--- START ---

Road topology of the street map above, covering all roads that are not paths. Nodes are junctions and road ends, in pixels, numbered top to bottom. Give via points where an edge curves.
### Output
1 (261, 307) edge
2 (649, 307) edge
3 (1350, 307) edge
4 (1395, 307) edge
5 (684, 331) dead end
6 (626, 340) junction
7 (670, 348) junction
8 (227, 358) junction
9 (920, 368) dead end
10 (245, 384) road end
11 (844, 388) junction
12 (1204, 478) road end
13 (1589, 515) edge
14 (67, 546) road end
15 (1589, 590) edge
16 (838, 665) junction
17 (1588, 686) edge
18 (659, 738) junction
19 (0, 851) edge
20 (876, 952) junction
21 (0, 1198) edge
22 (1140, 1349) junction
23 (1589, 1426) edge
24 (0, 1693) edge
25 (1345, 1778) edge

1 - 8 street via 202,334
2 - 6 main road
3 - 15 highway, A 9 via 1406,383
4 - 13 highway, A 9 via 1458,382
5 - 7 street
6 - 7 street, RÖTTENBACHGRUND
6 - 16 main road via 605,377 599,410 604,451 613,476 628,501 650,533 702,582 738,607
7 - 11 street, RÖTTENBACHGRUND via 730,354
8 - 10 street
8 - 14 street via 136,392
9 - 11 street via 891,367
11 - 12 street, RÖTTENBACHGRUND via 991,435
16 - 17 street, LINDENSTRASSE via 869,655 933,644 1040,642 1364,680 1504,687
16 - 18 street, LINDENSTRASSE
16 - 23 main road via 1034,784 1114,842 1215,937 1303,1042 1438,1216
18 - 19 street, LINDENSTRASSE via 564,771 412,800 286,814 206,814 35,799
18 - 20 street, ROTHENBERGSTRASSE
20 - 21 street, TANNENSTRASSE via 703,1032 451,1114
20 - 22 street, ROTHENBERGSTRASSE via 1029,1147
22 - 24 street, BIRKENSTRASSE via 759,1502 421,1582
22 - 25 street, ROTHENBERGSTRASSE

--- END ---

> _ASSIGNED TASK_
In the data above, how many lines include the word "ROTHENBERGSTRASSE"? Answer with the number only.

> _ANSWER TO THE EXERCISE_
3